Jorge Carrión, Ceux du futur, Le Seuil, 2017, p.


 
 

Natacha Israël

07/10/2017



Dans le bunker, après la fin du monde, la seule lecture de l’un des derniers hommes est le Dictionnaire. Ce Dictionnaire du futur, envisagé comme un livre qu’on lirait de la première à la dernière page, n’est pas une lecture transitionnelle. À cause de l’absence de transition – entre tampon et tangente, tartre et tatouage, etc. Certes, on reconnaîtra la familiarité, le bon rapport de voisinage, entre tango et tanguer, tchador et teint, et le contraste entre tempérer et tempête, puis on se laissera aller à imaginer un début, juste un petit bout d’histoire à partir des mots téléshakespearien et terrorisme (variante : taxidermiste et taverne) ou l’on jouera à écrire une pièce de théâtre dont l’intrigue tournerait autour d’une théière. On réinventera alors un peu, ou peu à peu, la littérature au fond du bunker. Pourtant, la lecture de ces mots enchaînés sans transition, sans signification générale, m’est d’abord pénible. Les définitions du dictionnaire ne constituent pas un récit cohérent. Je viens chercher la définition d’un mot, d’un autre, parce qu’elle m’échappe, parce que je l’ignore, parce que cette absence troue le cours de mes propres pensées, trouble le fil d’une autre lecture, d’un travail d’écriture, j’en passe, parce qu’il faut compléter, réparer, tisser (le sens en tout premier lieu). Imaginer que le Dictionnaire soit, non plus la ressource qui permet la lecture, l’écriture, l’expression, la conversation, plus largement la compréhension, mais la seule ressource de lecture, c’est imaginer la fin des transitions… et leur possible recommencement.

Le dernier Homme est, ici, le dernier Humaniste et il est aussi, non un post-humain mais post-Humaniste… Il est le contemporain des champignons atomiques et du Dictionnaire qui sauve les mots de la folie d’un langage détruit (détruit, bien sûr, avant la Seule Guerre Nucléaire). Il voudrait des lettres blanches sur un fond noir, comme sur un écran d’ordinateur : c’est un geek !

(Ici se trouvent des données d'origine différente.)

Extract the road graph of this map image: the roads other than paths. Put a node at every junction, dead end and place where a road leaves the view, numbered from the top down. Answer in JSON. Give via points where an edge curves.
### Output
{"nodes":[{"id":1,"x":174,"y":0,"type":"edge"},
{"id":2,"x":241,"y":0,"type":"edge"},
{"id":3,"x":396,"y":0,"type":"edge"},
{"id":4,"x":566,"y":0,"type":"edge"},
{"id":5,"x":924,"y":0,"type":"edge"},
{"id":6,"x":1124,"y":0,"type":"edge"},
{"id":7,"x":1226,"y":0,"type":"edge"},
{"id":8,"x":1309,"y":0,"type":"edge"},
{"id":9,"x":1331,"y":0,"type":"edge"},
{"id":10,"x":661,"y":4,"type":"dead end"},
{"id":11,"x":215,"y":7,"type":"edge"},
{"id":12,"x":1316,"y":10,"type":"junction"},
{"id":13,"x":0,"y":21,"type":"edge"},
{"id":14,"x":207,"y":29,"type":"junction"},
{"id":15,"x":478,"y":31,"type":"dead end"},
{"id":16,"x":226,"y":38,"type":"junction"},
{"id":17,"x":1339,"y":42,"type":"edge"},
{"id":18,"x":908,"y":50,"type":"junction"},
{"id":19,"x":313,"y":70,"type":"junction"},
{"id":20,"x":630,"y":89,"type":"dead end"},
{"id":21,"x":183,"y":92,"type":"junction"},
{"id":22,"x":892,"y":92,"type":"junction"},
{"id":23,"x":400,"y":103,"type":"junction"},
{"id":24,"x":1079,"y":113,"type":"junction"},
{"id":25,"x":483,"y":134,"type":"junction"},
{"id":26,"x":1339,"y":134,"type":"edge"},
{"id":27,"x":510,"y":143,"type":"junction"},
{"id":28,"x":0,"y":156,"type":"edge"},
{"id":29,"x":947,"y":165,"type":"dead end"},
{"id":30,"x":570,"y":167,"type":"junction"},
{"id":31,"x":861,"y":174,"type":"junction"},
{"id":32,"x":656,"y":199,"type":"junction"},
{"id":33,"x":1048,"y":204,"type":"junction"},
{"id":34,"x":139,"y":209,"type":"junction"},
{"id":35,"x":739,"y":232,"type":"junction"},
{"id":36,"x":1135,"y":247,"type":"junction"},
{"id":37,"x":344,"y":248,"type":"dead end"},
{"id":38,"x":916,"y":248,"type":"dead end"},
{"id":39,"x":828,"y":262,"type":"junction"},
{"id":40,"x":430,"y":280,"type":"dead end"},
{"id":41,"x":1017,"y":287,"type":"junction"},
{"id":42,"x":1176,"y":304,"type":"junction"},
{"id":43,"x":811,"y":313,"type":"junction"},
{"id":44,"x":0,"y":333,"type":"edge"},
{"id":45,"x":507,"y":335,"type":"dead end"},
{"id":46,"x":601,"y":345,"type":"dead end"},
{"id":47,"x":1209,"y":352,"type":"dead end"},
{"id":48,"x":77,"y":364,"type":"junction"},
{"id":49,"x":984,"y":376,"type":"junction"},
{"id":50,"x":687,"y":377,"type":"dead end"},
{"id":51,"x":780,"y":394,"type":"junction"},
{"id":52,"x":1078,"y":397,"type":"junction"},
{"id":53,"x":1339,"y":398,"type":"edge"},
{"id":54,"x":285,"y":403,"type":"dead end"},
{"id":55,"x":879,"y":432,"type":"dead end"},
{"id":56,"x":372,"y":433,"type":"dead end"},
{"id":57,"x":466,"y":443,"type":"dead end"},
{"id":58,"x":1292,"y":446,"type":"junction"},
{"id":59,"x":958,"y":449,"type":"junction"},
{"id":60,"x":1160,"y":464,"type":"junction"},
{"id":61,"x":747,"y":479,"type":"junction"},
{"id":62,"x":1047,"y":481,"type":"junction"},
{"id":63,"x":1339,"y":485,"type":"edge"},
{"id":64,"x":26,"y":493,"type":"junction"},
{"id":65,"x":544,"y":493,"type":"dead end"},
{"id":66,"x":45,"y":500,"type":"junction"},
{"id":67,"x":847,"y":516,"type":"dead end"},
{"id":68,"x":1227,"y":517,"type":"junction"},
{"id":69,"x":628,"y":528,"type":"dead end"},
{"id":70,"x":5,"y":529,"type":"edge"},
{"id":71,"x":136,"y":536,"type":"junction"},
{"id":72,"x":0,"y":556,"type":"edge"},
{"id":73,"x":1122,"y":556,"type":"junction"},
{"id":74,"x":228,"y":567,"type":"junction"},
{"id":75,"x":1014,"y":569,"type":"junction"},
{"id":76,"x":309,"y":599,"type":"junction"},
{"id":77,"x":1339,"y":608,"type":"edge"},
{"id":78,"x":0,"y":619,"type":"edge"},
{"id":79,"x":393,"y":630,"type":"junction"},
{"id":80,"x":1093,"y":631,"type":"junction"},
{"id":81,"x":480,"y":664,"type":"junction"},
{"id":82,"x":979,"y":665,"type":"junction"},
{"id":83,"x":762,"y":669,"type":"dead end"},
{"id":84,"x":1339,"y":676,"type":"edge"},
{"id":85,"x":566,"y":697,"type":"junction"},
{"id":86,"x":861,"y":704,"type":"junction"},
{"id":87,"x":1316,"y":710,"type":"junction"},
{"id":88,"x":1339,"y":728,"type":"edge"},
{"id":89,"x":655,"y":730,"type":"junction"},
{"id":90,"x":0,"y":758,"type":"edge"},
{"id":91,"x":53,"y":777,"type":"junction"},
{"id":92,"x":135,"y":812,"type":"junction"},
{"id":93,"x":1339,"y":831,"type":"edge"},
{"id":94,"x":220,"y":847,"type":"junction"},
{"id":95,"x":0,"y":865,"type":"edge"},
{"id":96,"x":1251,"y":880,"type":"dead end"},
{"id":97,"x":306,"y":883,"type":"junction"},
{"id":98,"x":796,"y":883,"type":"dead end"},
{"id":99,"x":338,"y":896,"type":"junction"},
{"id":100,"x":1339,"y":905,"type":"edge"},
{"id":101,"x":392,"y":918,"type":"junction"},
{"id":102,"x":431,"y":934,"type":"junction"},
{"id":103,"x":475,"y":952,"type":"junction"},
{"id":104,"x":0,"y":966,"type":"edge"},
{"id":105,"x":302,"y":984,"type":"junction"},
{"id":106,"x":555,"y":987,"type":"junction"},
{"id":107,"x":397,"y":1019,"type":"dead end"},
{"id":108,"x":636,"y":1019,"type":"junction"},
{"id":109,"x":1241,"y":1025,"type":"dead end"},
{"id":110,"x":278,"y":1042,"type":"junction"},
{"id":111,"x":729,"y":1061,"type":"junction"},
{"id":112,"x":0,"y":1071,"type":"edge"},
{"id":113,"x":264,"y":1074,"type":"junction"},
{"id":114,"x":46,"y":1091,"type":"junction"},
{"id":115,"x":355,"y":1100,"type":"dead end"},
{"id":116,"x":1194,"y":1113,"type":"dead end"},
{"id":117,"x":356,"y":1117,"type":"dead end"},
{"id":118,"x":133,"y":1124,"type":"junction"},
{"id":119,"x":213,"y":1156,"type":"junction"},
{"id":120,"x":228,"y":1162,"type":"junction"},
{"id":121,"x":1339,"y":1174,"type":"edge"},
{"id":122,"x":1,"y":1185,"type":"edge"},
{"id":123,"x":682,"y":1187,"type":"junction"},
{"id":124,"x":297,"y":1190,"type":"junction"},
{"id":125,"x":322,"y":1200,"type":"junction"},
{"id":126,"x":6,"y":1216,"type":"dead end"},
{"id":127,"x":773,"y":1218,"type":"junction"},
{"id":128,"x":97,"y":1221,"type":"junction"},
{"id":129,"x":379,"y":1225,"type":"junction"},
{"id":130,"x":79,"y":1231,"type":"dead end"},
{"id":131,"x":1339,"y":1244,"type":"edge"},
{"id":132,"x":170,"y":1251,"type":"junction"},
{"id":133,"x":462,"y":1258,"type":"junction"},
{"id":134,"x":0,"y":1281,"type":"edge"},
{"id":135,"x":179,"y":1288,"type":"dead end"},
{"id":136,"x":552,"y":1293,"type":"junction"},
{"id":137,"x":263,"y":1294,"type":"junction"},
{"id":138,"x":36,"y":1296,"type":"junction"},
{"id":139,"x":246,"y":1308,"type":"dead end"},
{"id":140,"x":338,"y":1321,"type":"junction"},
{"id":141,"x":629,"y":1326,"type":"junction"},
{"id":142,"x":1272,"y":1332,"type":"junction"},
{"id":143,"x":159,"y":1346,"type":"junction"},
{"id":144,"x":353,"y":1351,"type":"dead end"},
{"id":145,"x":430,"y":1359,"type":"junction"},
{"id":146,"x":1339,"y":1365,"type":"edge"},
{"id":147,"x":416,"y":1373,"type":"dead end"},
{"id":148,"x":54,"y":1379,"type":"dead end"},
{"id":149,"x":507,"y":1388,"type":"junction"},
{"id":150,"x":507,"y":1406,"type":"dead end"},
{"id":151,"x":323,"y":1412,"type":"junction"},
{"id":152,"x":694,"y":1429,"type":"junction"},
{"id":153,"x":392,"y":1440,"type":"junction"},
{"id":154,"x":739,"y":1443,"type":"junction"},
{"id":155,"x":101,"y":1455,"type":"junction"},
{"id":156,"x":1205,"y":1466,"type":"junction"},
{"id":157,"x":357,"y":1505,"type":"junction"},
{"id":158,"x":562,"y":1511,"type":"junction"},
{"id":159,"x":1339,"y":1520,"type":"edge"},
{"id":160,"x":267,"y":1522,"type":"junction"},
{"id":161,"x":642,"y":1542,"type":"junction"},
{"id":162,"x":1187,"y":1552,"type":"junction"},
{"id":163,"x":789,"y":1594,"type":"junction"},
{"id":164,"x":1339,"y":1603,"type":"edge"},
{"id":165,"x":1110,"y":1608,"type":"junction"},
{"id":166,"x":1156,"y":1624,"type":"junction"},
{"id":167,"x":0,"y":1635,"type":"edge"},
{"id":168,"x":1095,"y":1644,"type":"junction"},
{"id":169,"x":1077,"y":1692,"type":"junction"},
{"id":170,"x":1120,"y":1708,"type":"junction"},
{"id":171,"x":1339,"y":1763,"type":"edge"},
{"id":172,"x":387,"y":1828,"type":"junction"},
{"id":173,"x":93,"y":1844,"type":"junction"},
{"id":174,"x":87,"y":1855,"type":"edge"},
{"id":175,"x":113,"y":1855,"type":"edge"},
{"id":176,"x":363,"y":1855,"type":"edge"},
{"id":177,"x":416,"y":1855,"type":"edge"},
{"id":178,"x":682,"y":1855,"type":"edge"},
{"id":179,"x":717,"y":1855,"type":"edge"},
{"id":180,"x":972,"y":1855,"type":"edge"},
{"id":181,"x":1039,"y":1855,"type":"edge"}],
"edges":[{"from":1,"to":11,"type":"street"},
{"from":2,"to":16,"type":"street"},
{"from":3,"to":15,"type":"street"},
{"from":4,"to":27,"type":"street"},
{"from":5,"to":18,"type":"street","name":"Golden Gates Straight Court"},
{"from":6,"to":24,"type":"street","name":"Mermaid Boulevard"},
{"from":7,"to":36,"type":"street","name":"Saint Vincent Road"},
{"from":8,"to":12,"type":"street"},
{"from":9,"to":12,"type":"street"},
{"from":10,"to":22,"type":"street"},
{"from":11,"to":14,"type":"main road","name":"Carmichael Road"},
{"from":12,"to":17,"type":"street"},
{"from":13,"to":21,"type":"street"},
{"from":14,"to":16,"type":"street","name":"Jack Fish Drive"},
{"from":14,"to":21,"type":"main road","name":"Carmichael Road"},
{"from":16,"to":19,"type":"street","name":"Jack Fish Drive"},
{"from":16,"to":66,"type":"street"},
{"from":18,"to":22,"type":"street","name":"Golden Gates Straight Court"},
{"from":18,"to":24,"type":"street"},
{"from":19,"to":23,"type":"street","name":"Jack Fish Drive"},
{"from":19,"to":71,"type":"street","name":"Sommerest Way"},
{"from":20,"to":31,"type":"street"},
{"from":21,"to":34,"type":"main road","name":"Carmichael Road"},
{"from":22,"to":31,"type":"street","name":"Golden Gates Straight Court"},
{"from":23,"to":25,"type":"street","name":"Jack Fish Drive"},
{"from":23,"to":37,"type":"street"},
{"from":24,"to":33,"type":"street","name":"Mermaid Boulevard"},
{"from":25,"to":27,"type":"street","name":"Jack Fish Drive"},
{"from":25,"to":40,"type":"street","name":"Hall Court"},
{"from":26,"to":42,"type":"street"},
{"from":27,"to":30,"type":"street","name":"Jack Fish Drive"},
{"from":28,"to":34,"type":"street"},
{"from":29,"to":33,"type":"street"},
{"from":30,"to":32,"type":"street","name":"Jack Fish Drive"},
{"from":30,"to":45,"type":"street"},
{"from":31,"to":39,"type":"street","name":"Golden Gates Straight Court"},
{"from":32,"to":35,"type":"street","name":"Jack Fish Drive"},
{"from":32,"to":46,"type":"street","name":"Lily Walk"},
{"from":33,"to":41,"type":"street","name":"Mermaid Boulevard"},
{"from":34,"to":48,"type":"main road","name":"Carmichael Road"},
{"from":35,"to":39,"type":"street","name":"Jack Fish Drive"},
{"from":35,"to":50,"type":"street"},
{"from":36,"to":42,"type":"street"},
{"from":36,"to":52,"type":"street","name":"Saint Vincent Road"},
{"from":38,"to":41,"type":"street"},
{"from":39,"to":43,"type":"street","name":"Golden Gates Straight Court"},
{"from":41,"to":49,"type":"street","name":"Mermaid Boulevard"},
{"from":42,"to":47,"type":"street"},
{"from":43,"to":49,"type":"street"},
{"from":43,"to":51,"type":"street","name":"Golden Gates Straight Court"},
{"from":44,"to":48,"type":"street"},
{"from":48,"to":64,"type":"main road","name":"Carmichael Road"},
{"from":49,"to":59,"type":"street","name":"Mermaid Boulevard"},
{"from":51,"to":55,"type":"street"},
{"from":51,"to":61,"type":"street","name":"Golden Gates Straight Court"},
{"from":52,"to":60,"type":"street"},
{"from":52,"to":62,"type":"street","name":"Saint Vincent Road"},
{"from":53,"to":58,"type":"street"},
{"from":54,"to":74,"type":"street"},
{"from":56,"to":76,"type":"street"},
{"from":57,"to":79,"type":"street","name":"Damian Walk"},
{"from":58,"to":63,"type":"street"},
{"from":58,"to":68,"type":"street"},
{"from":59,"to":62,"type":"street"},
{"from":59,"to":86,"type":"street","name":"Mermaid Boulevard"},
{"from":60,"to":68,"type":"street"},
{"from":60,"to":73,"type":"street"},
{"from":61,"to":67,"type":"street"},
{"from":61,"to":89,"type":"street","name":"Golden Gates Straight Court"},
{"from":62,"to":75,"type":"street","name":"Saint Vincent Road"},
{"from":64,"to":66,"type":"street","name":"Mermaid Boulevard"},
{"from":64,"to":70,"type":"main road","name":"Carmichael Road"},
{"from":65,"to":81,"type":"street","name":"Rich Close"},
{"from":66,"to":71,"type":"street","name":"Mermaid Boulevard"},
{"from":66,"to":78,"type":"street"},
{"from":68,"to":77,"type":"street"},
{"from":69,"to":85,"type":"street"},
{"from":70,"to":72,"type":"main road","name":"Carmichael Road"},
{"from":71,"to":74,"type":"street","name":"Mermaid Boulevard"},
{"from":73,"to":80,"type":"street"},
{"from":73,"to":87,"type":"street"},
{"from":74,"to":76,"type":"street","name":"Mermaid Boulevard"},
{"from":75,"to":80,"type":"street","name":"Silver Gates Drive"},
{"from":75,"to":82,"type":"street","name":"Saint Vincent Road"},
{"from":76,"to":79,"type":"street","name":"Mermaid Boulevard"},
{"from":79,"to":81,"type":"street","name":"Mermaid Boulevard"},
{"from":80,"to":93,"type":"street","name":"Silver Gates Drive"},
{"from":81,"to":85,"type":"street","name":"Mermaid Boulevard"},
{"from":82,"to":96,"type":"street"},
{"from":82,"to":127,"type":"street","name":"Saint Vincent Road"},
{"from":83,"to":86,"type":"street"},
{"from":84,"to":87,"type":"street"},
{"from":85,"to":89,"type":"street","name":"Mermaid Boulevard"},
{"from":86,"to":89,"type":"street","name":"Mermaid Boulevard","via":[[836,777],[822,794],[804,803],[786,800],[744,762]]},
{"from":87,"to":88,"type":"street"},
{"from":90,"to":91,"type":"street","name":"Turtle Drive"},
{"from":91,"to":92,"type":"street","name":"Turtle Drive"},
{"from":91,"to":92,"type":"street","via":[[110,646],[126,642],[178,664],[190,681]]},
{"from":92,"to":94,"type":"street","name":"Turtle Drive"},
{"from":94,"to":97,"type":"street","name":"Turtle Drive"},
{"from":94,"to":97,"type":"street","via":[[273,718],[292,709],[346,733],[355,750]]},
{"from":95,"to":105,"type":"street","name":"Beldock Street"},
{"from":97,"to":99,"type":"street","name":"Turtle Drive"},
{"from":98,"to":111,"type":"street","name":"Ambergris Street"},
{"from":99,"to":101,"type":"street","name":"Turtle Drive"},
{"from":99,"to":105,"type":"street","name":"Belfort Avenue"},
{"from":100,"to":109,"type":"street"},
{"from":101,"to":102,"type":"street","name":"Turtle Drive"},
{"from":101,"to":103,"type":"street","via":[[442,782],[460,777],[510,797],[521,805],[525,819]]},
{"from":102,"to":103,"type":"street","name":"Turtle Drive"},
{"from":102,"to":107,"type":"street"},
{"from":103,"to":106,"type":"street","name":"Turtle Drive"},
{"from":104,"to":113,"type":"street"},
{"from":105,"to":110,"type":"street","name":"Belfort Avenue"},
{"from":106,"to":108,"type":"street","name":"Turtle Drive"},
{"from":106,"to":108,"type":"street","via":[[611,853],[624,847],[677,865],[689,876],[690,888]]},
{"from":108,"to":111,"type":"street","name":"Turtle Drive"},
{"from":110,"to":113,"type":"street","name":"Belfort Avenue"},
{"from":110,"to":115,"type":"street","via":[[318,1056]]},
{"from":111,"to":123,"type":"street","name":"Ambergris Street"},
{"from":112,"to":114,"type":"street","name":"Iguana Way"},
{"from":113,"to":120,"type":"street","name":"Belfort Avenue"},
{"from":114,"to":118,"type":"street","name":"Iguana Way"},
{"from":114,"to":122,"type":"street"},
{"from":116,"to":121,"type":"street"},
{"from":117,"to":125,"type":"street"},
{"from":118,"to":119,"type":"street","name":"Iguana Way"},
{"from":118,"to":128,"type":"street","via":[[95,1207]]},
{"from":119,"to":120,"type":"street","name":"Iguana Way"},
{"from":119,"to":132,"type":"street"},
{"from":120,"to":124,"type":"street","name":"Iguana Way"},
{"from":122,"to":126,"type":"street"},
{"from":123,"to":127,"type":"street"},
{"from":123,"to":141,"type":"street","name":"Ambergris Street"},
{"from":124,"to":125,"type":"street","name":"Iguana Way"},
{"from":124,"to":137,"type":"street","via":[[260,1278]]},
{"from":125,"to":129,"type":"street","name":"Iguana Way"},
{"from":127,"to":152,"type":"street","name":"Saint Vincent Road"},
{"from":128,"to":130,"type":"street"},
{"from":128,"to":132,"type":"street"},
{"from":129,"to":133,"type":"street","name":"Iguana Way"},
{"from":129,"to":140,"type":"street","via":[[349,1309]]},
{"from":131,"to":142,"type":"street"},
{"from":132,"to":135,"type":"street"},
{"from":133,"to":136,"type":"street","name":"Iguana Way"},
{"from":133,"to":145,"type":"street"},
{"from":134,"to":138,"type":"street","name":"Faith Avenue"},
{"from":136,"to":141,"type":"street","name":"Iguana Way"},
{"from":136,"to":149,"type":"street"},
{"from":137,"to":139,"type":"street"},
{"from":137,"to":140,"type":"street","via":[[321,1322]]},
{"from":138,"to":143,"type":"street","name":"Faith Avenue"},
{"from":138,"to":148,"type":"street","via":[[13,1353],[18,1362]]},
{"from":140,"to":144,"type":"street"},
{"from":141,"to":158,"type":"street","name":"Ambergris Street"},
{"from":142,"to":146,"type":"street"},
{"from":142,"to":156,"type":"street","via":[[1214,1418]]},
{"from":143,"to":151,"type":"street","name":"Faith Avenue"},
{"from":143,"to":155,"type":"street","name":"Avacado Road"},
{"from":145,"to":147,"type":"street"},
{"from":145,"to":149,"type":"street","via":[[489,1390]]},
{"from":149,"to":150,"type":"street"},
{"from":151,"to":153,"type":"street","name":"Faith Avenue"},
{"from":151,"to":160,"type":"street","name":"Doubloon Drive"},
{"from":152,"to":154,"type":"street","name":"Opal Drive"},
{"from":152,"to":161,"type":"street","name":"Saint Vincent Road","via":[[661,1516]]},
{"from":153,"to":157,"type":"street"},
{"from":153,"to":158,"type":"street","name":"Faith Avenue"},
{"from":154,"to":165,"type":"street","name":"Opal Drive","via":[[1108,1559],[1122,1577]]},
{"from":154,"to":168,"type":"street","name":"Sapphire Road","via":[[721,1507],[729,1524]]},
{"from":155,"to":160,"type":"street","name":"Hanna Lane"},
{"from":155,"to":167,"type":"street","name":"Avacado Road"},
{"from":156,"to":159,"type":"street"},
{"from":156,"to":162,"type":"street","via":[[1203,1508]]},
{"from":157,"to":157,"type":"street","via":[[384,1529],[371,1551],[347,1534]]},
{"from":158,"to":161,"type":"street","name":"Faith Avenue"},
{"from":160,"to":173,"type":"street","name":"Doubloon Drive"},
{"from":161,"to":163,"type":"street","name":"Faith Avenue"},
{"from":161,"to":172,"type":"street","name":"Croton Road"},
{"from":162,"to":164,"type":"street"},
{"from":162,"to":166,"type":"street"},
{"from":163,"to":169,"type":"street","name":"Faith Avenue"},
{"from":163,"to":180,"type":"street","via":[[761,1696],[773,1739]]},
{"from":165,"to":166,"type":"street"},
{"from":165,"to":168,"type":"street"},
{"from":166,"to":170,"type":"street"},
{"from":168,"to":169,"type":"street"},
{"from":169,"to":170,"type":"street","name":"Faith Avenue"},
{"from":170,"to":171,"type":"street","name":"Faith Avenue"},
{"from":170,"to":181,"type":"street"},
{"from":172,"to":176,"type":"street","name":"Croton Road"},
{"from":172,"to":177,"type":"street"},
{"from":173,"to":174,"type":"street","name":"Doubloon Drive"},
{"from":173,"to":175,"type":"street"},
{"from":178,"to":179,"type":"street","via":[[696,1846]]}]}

S’ancrer dans le Dictionnaire fragment-du-corps-christique ou fragment du corps mystique du Langage dispersé par le nuage radioactif, est-ce encore s’ancrer dans la Terre, dans la métaphore de la Terre, dans la métaphore ? Il y a des métaphores dans le dictionnaire ; c’est une maison plus accueillante et plus familière que le bunker, plus accueillante et plus familière que la clairière (de l’Être, etc.) ; c’est notre maison plutôt que la maison du Langage ; c’est une lumière dans l’obscurité, non parce que le langage noir y est sacrifié et les mots enchaînés sans transition pour y être purifiés, mais parce que c’est la promesse de la métaphore, d’un théâtre trompeur, de trois trafiquants de théières dans un tripot ou d’un testament téléshakespearien tournant tout autour de la Terre.